SINGAPORE--AMD is looking to make a "comeback" in Asia-Pacific after going through an internal reorganization and putting stronger focus on customer experience.

David Kwon, president of AMD Asia-Pacific and Japan, acknowledged the U.S. chipmaker had undergone some "struggles" in the region over the last year, suffering from low profitability and a lack of direction.

However, after taking over the reins as Asia-Pacific's head in February this year, Kwon changed the organization structure by making it more vertical, instead of horizontal, to establish greater focus and prioritization.

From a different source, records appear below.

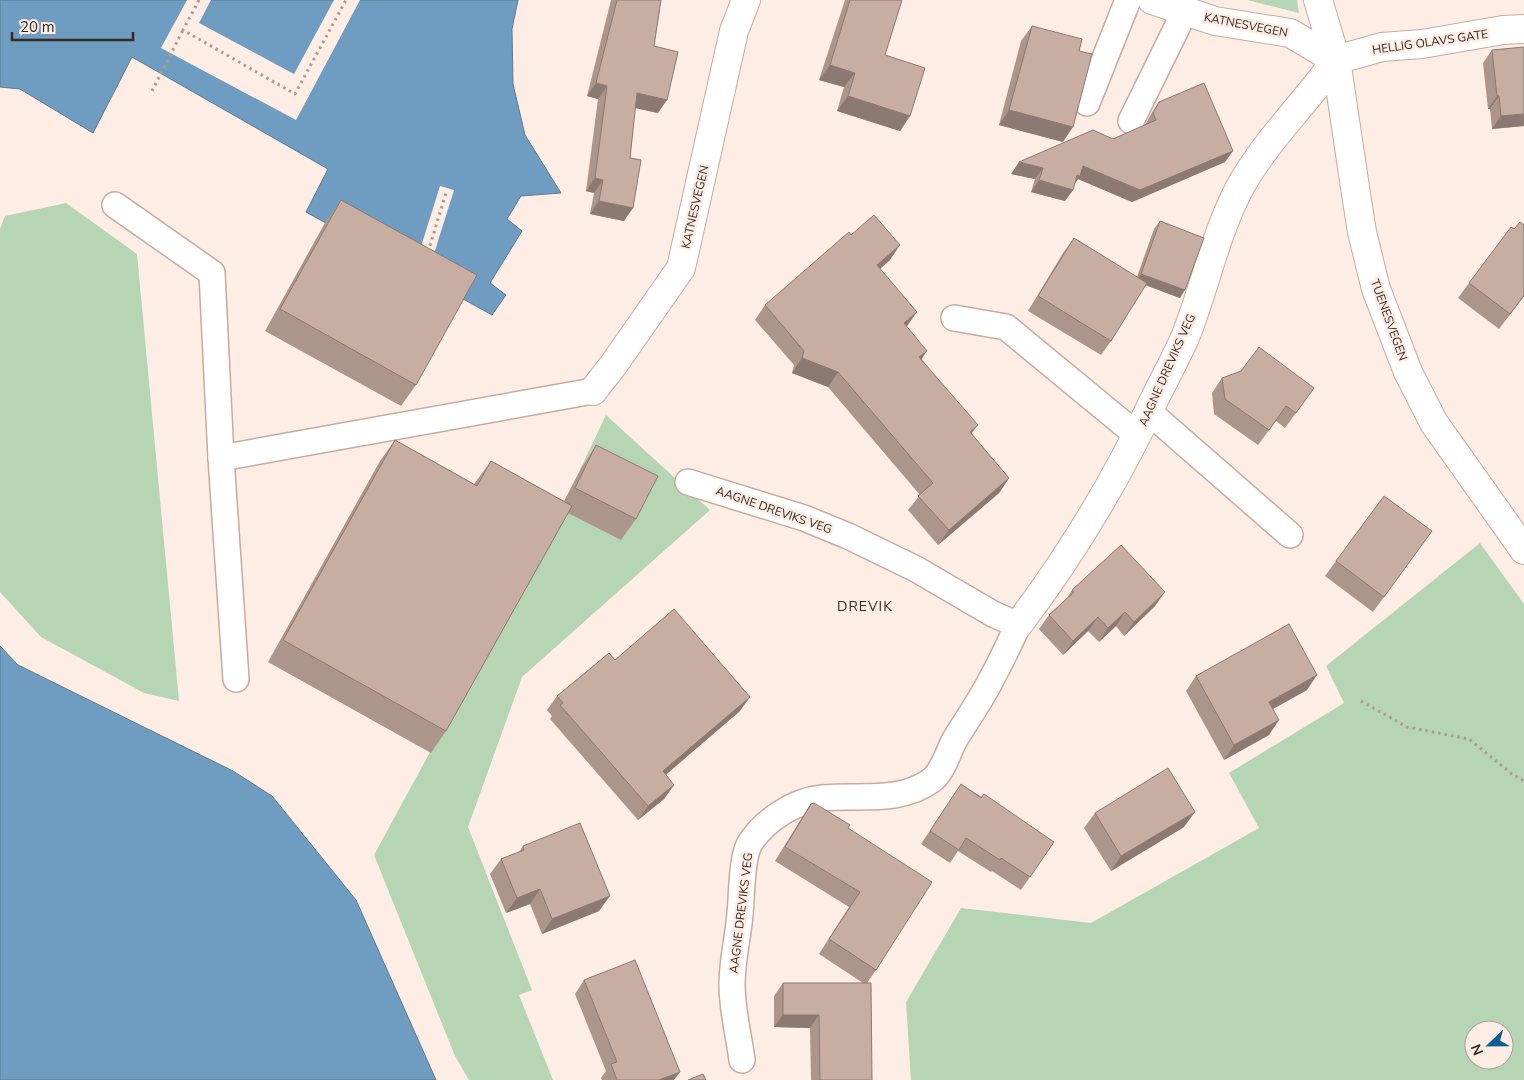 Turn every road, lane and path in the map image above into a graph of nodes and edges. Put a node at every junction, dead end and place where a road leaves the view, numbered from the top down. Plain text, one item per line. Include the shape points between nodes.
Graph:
1 (199, 0) edge
2 (346, 0) edge
3 (746, 0) edge
4 (1128, 0) edge
5 (1152, 0) edge
6 (1318, 0) edge
7 (1524, 7) edge
8 (1185, 11) junction
9 (183, 30) junction
10 (1514, 30) edge
11 (1336, 60) junction
12 (152, 91) dead end
13 (1087, 103) dead end
14 (1131, 121) dead end
15 (446, 193) dead end
16 (115, 205) dead end
17 (425, 260) edge
18 (954, 318) dead end
19 (593, 391) joint
20 (1143, 423) junction
21 (221, 458) junction
22 (688, 482) dead end
23 (1290, 535) dead end
24 (1524, 550) edge
25 (1018, 625) junction
26 (236, 679) dead end
27 (1361, 701) dead end
28 (1524, 781) edge
29 (742, 1060) dead end

1 - 9 path
2 - 9 path via 295,94
3 - 19 street, KATNESVEGEN via 734,31 681,268
4 - 13 lane
5 - 8 street, KATNESVEGEN
6 - 11 street, TUENESVEGEN
7 - 10 street
8 - 11 street, KATNESVEGEN via 1215,21 1290,33
8 - 14 lane
9 - 12 path
10 - 11 street, HELLIG OLAVS GATE via 1382,47
11 - 20 street, AAGNE DREVIKS VEG via 1272,139 1238,191 1186,335
11 - 24 street, TUENESVEGEN via 1362,232 1379,299 1408,372 1434,423
15 - 17 path
16 - 21 lane via 212,273
18 - 20 lane via 1006,327
19 - 21 lane
20 - 23 lane
20 - 25 street, AAGNE DREVIKS VEG via 1091,519
21 - 26 lane
22 - 25 lane, AAGNE DREVIKS VEG via 804,518 848,536 916,568 993,614
25 - 29 lane, AAGNE DREVIKS VEG via 993,678 932,780 886,797 821,798 806,802 768,822 750,844 744,866 732,972
27 - 28 path via 1407,727 1469,739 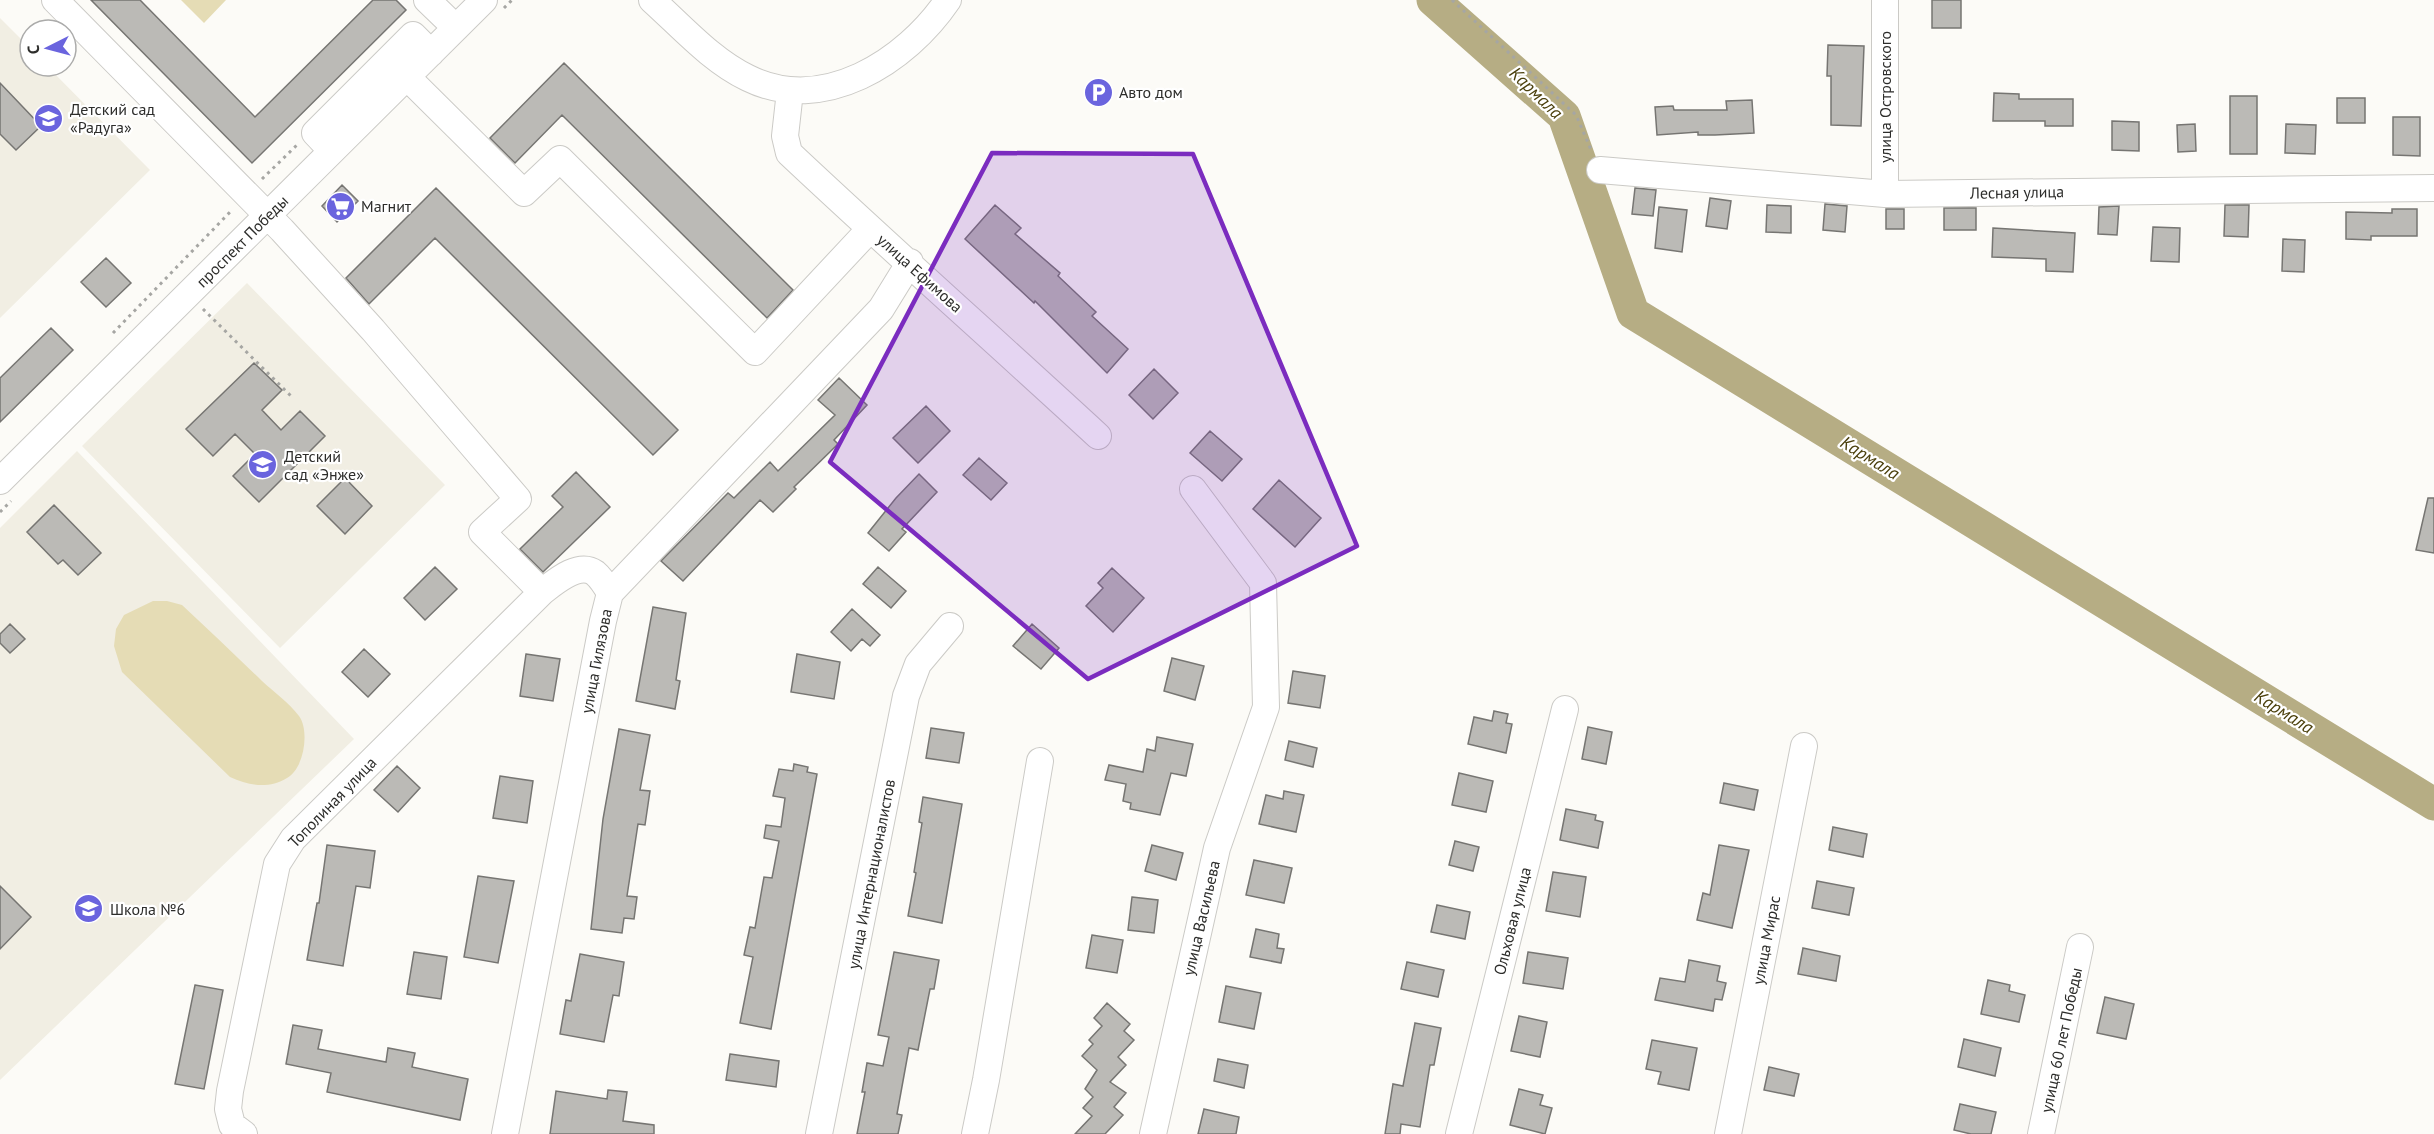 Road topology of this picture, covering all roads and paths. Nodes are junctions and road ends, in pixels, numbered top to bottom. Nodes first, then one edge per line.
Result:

The South Korean was speaking to ZDNet Asia in an interview here Wednesday.

For instance, rather than having individual managers head the various countries, he split the Asia-Pacific organization into four verticals--commercial, consumer, component, and marketing.

He explained that the previous horizontal structure caused AMD to lose its priorities and focus. For example, a country leader with a strong understanding of AMD's consumer business had to spend time performing marketing tasks, he noted. The loss of focus was made worse by the "complex" market in the Asia-Pacific region which comprised developed markets, emerging markets, different characteristics, and cultures.

Globally, the company had also undergone reorganization. During its fourth-quarter 2012 earnings report in January, CEO Rory Read said the company continues to "evolve our operating model and diversify our product portfolio with the changing PC environment". 

Lower losses, greater customer focus
According to Kwon, AMD is seeing some positive results. He pointed to the company's fiscal results for the first quarter of 2013 which were comparatively better than the previous quarter. 

It beat expectations to post a net loss of US$146 million and revenue of US$1.09 billion, compared to its fourth quarter 2012 net loss of US$473 million on revenue US$1.16 billion. Revenue was down 6 percent quarter-over-quarter and 31 percent compared to the same quarter a year ago

Revenue aside, Kwon said AMD employees were becoming more "efficient, effective, and proactive". They also were more customer-focused and cared about customer experience instead of simply being "the sticker on the system", he said.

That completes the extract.